Análisis estratégico: El reto de comunicarse con la Gen Z ecuatoriana
En Ecuador, esta generación representa alrededor del 38 % de la población nacional
Los ‘marketers’ en nuestro país hablan a la Generación Z -los nacidos entre 1995 y 2012- como si fuera un fenómeno cultural importado, abstracto. Deben considerar que son reales, hiperconectados, sensibles y obsesionados con la autenticidad. En Ecuador, la Gen Z no es una categoría de consumo: es una generación formada en la incertidumbre y según el INEC, representa alrededor del 38 % de la población nacional.
Los ecuatorianos entre 18 y 30 años crecieron viendo cómo el título universitario dejó de ser garantía de empleo, cómo la informalidad se volvió norma y cómo la migración pasó de ser aspiración a plan de subsistencia. Datos oficiales muestran que más de la mitad de los jóvenes trabaja en condiciones de informalidad, una tendencia sostenida durante la última década (INEC). La desconfianza hacia políticos, instituciones y marcas no es una postura ideológica: es una estrategia de supervivencia.
Se habla mucho de la ‘epidemia de soledad’ que afecta a la Gen Z en todo el mundo. Ipsos Global Trends, EY Gen Z Studies y Pew Research Center coinciden en ello. Sin embargo, en Ecuador la soledad tiene menos que ver con aislamiento social y más con la falta de horizonte. Jóvenes conectados todo el día, pero sin rumbo claro. Esa sensación explica la búsqueda constante de comunidad -digital y presencial- y también las pequeñas gratificaciones cotidianas, que Deloitte identifica como respuesta emocional a la incertidumbre.
La Gen Z ecuatoriana es pragmática. Compra de segunda mano, mezcla lo nuevo con lo usado, elige ‘dupes’ sin culpa ni vergüenza y prioriza la funcionalidad sobre el estatus.
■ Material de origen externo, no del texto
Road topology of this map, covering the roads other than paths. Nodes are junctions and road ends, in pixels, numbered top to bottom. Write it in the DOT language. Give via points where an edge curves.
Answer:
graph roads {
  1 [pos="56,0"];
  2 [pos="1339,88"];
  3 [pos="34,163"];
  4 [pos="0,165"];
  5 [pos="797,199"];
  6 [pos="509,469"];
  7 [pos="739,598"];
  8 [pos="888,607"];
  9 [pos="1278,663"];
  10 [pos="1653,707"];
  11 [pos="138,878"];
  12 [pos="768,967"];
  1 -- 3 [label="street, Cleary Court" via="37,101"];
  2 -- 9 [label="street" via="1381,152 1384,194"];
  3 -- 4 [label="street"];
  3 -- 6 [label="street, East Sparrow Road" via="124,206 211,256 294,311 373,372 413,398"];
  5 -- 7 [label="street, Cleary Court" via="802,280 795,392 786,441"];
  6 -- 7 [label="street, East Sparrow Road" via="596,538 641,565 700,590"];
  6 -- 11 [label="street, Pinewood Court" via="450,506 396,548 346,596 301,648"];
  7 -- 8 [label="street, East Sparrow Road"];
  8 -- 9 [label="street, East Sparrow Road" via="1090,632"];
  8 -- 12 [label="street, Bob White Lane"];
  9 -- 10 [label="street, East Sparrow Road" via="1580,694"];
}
Estudios regionales realizados por universidades y por la Cepal confirman la racionalización del gasto entre jóvenes. El consumo aspiracional perdió terreno; basta observar el despegue de los ‘hard discounters’ y el crecimiento de plataformas como Temu.
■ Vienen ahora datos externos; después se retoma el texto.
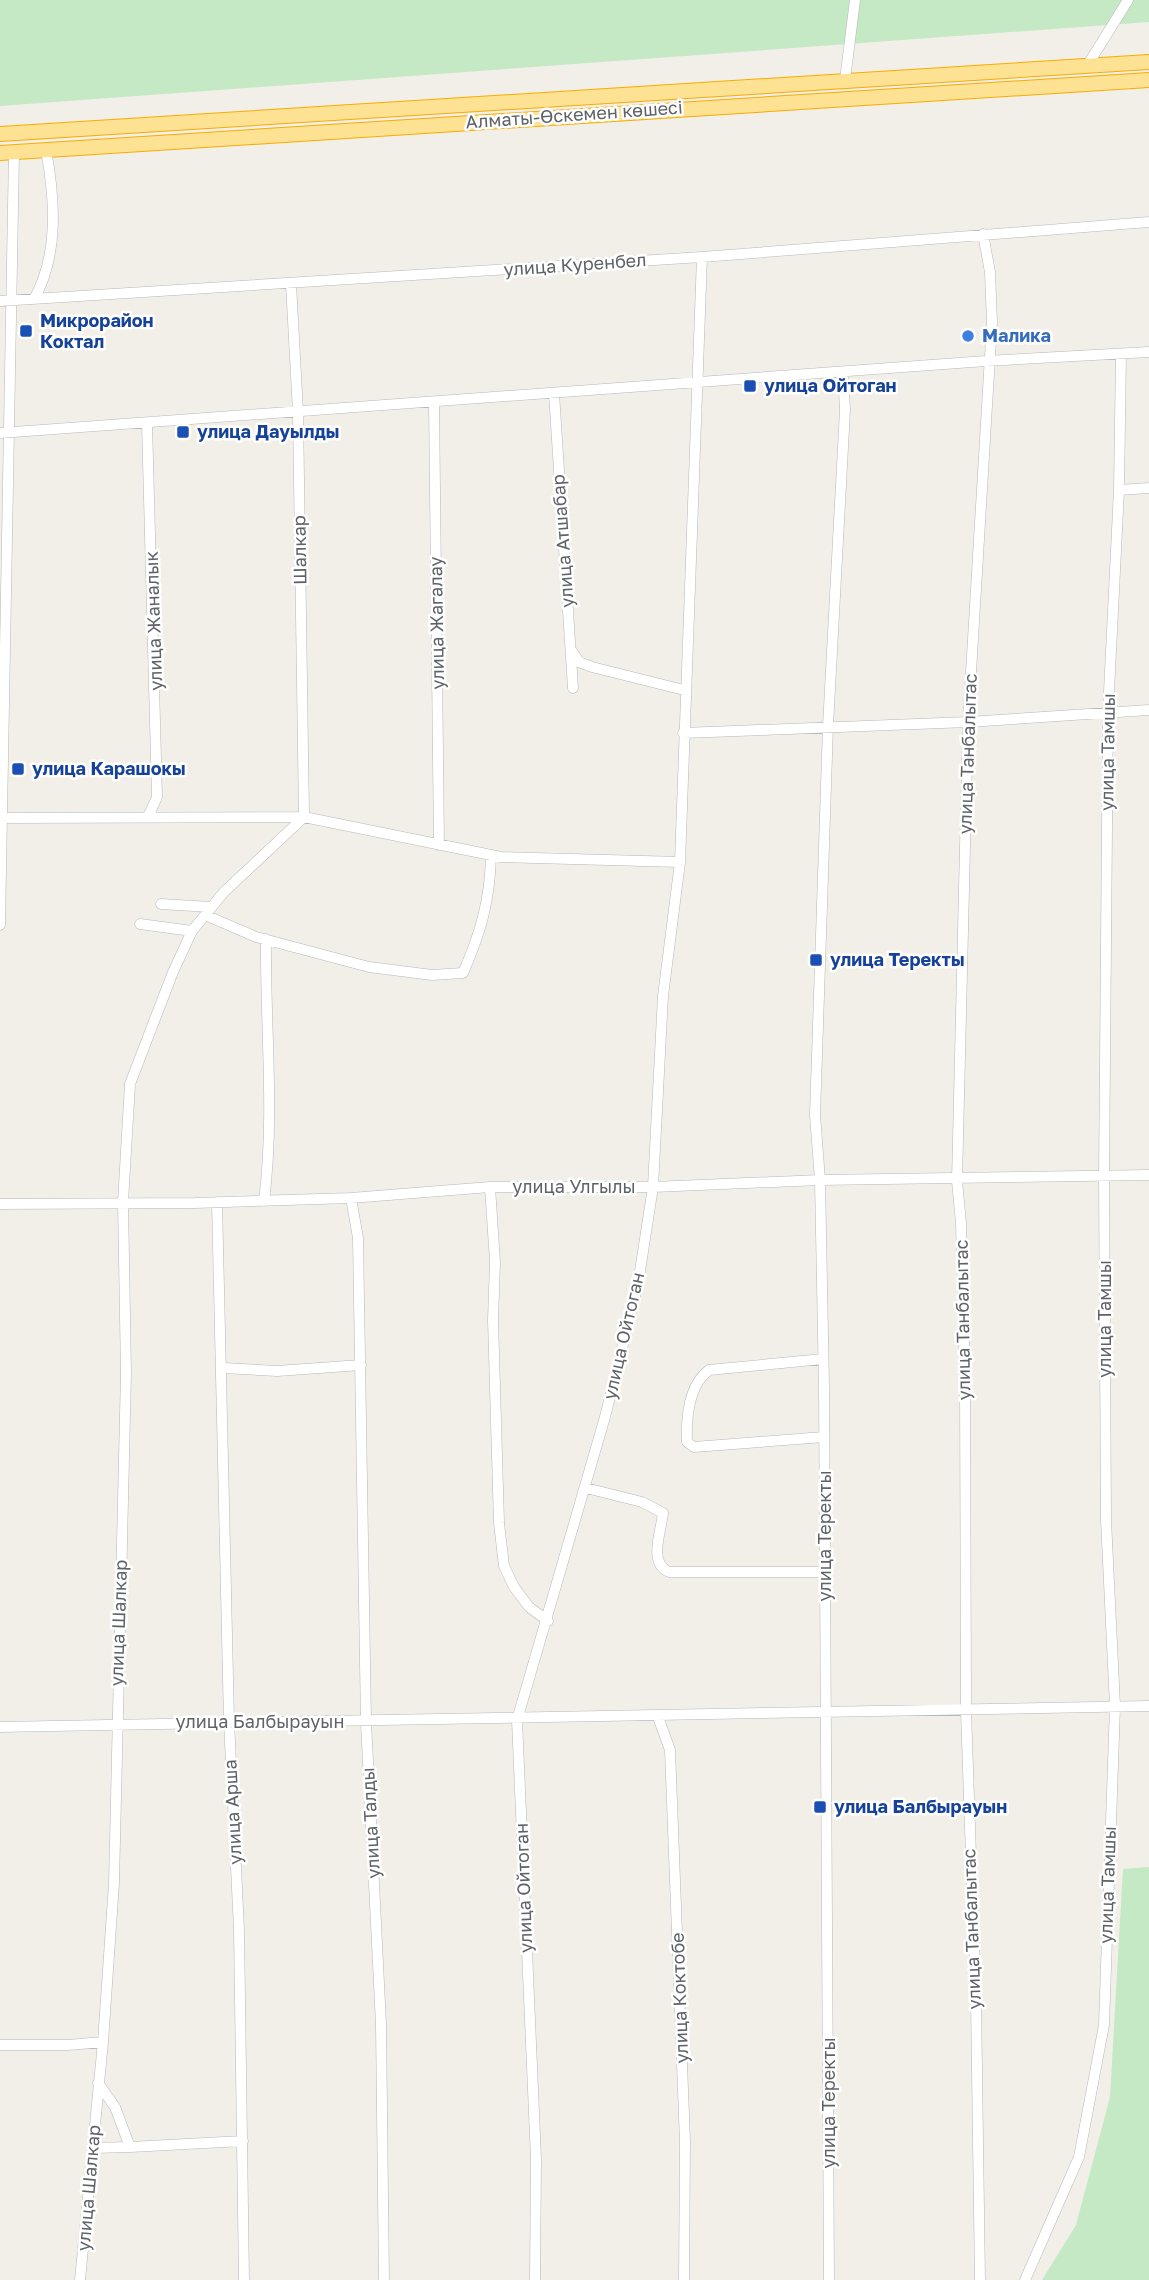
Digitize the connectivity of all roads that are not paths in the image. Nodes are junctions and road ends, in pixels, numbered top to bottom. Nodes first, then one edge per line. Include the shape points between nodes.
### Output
1 (855, 0) edge
2 (1128, 0) edge
3 (1149, 62) edge
4 (1087, 66) junction
5 (845, 80) junction
6 (1149, 80) edge
7 (798, 82) junction
8 (799, 100) junction
9 (34, 132) junction
10 (0, 134) edge
11 (41, 150) junction
12 (7, 153) edge
13 (1149, 222) edge
14 (983, 234) junction
15 (702, 257) junction
16 (291, 284) junction
17 (34, 299) junction
18 (12, 300) junction
19 (0, 301) edge
20 (1149, 352) edge
21 (1121, 354) junction
22 (990, 361) junction
23 (843, 372) junction
24 (697, 382) junction
25 (554, 393) junction
26 (434, 402) junction
27 (298, 412) junction
28 (146, 422) junction
29 (5, 433) edge
30 (1149, 488) edge
31 (1119, 490) junction
32 (3, 602) edge
33 (570, 648) junction
34 (573, 688) dead end
35 (684, 690) junction
36 (1149, 710) edge
37 (1108, 712) junction
38 (968, 722) junction
39 (828, 726) junction
40 (683, 733) junction
41 (2, 743) edge
42 (148, 817) junction
43 (304, 817) junction
44 (2, 818) junction
45 (439, 845) junction
46 (491, 855) junction
47 (680, 862) junction
48 (0, 889) edge
49 (161, 904) dead end
50 (208, 911) junction
51 (140, 923) dead end
52 (0, 925) edge
53 (192, 931) junction
54 (266, 939) junction
55 (1149, 1175) edge
56 (1104, 1176) junction
57 (820, 1180) junction
58 (957, 1181) junction
59 (490, 1187) junction
60 (653, 1187) junction
61 (351, 1198) junction
62 (264, 1201) junction
63 (123, 1202) junction
64 (217, 1202) junction
65 (0, 1204) edge
66 (823, 1359) junction
67 (361, 1365) junction
68 (223, 1368) junction
69 (824, 1437) junction
70 (586, 1488) junction
71 (825, 1572) junction
72 (548, 1621) junction
73 (1115, 1706) junction
74 (1149, 1706) edge
75 (966, 1711) junction
76 (827, 1714) junction
77 (658, 1717) junction
78 (517, 1720) junction
79 (229, 1721) junction
80 (366, 1722) junction
81 (116, 1723) junction
82 (0, 1727) edge
83 (103, 2042) junction
84 (0, 2045) edge
85 (98, 2083) junction
86 (243, 2141) junction
87 (130, 2147) junction
88 (93, 2148) junction
89 (1028, 2275) edge
90 (80, 2280) edge
91 (244, 2280) edge
92 (384, 2280) edge
93 (535, 2280) edge
94 (684, 2280) edge
95 (829, 2280) edge
96 (980, 2280) edge

1 - 5 street
2 - 4 street
3 - 4 highway, Алматы-Өскемен көшесі
4 - 5 highway, Алматы-Өскемен көшесі
5 - 7 highway, Алматы-Өскемен көшесі
6 - 8 highway, Алматы-Өскемен көшесі
7 - 8 highway
7 - 9 highway, Алматы-Өскемен көшесі
8 - 11 highway, Алматы-Өскемен көшесі
9 - 10 highway, Алматы-Өскемен көшесі
9 - 11 highway
11 - 12 highway, Алматы-Өскемен көшесі
11 - 17 street via 53,205 49,265
12 - 18 street
13 - 14 street, улица Куренбел
14 - 15 street, улица Куренбел
14 - 22 street, улица Танбалытас via 990,272
15 - 16 street, улица Куренбел
15 - 24 street, улица Ойтоган
16 - 17 street, улица Куренбел
16 - 27 street, Шалкар
17 - 18 street, улица Куренбел
18 - 19 street, улица Куренбел
18 - 29 street
20 - 21 street
21 - 22 street
21 - 31 street, улица Тамшы
22 - 23 street
22 - 38 street, улица Танбалытас
23 - 24 street
23 - 39 street, улица Теректы via 843,460
24 - 25 street
24 - 35 street, улица Ойтоган
25 - 26 street
25 - 33 street, улица Атшабар
26 - 27 street
26 - 45 street, улица Жагалау
27 - 28 street
27 - 43 street, Шалкар
28 - 29 street
28 - 42 street, улица Жаналык via 157,797
29 - 32 street
30 - 31 street
31 - 37 street, улица Тамшы
32 - 41 street
33 - 34 street, улица Атшабар
33 - 35 street via 579,662
35 - 40 street, улица Ойтоган
36 - 37 street
37 - 38 street
37 - 56 street, улица Тамшы
38 - 39 street
38 - 58 street, улица Танбалытас
39 - 40 street
39 - 57 street, улица Теректы via 815,1115
40 - 47 street, улица Ойтоган
41 - 44 street
42 - 43 street
42 - 44 street
43 - 45 street
43 - 50 street, улица Шалкар
44 - 48 street
45 - 46 street
46 - 47 street
46 - 54 street via 491,893 463,973 432,975 369,967
47 - 60 street, улица Ойтоган via 663,996
48 - 52 street
49 - 50 street
50 - 53 street, улица Шалкар
50 - 54 street
51 - 53 street
53 - 63 street, улица Шалкар via 130,1084
54 - 62 street via 271,1132
55 - 56 street, улица Улгылы
56 - 58 street, улица Улгылы
56 - 73 street, улица Тамшы via 1106,1520
57 - 58 street, улица Улгылы
57 - 60 street, улица Улгылы
57 - 66 street, улица Теректы
58 - 75 street, улица Танбалытас via 965,1379
59 - 60 street, улица Улгылы
59 - 61 street, улица Улгылы
59 - 72 street via 504,1566 529,1607
60 - 70 street, улица Ойтоган via 638,1284
61 - 62 street, улица Улгылы
61 - 67 street, улица Талды via 358,1238
62 - 64 street, улица Улгылы
63 - 64 street, улица Улгылы
63 - 65 street, улица Улгылы
63 - 81 street, улица Шалкар via 126,1373
64 - 68 street, улица Арша
66 - 69 street, улица Теректы
66 - 69 street via 709,1370 698,1378 686,1422 687,1442 694,1447
67 - 68 street via 277,1371
67 - 80 street, улица Талды
68 - 79 street, улица Арша
69 - 71 street, улица Теректы
70 - 71 street via 642,1502 663,1513 657,1561 669,1572
70 - 72 street, улица Ойтоган
71 - 76 street, улица Теректы
72 - 78 street, улица Ойтоган
73 - 74 street, улица Балбырауын
73 - 75 street, улица Балбырауын
73 - 89 street, улица Тамшы via 1104,2025 1079,2157
75 - 76 street, улица Балбырауын
75 - 96 street, улица Танбалытас
76 - 77 street, улица Балбырауын
76 - 95 street, улица Теректы
77 - 78 street, улица Балбырауын
77 - 94 street, улица Коктобе via 670,1750 685,2142
78 - 80 street, улица Балбырауын
78 - 93 street, улица Ойтоган via 536,2159
79 - 80 street, улица Балбырауын
79 - 81 street, улица Балбырауын
79 - 86 street, улица Арша
80 - 92 street, улица Талды via 381,2024
81 - 82 street, улица Балбырауын
81 - 83 street, улица Шалкар via 114,1883
83 - 84 street
83 - 85 street, улица Шалкар
85 - 87 street via 115,2107
85 - 88 street, улица Шалкар
86 - 87 street
86 - 91 street, улица Арша
87 - 88 street
88 - 90 street, улица Шалкар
Para la Gen Z, obtener ingresos no es un premio: es un colchón para prevenir. No idealiza el sacrificio eterno que ha visto en casa ni admira al que se quema trabajando. Prefiere ganar menos si eso le permite controlar su tiempo, su salud mental y su dignidad. Informes del Banco Mundial señalan, en América Latina, una pérdida de confianza en la carrera larga y estable. Esto se traduce en mayor interés por el autoempleo, el ‘freelance’ y los cursos cortos orientados a habilidades concretas. Las promesas de recompensas y crecimiento a largo plazo suenan vacías cuando la economía del país no crece ni ofrece garantías de estabilidad, algo que los jóvenes comprueban a diario.
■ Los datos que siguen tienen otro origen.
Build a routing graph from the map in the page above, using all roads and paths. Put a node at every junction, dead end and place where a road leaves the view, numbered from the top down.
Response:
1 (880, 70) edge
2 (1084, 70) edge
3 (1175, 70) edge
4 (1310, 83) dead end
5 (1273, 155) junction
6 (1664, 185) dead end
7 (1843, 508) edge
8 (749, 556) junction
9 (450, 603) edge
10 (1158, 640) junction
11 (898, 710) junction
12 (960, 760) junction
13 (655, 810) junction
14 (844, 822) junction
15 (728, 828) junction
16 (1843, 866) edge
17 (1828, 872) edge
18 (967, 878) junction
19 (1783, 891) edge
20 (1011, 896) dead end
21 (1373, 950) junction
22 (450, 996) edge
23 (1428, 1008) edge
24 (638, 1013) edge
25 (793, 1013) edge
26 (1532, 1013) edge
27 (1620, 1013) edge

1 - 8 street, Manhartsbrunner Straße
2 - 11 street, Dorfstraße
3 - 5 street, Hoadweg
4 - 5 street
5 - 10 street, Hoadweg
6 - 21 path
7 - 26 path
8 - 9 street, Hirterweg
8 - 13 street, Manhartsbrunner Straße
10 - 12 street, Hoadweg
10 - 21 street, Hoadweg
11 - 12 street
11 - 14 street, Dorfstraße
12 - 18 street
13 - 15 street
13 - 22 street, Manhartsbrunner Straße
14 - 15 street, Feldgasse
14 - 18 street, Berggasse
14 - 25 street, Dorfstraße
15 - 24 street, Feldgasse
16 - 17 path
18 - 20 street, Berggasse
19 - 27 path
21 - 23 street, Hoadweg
En este escenario, la obsesión de las marcas por la ‘autenticidad’ resulta ingenua. La Gen Z ecuatoriana ya aprendió que esta se puede fabricar con ‘influencers’ y estética cuidada. El Edelman Trust Barometer muestra que la publicidad se encuentra entre las industrias menos confiables a nivel global; por eso, lo que esta generación evalúa no es si una marca parece auténtica, sino si es coherente o solo vende relato.
La confianza no se construye con ‘storytelling’ emocional, sino con experiencias predecibles, precios alcanzables, beneficios tangibles y respeto por la inteligencia del consumidor. Investigaciones de Ipsos y McKinsey coinciden en que la Gen Z confía más en marcas que hacen promesas aterrizadas y en países donde la publicidad compite con la política por el último lugar en credibilidad, prometer menos y cumplir más dejó de ser una virtud: es una condición mínima para las marcas exitosas.
La Gen Z en Ecuador no está pidiendo marcas más ‘cool’ ni discursos más comprometidos. Está pidiendo algo mucho más incómodo y profundo: que no le mientan. Para muchas marcas, instituciones y políticos ese sigue siendo el mayor desafío.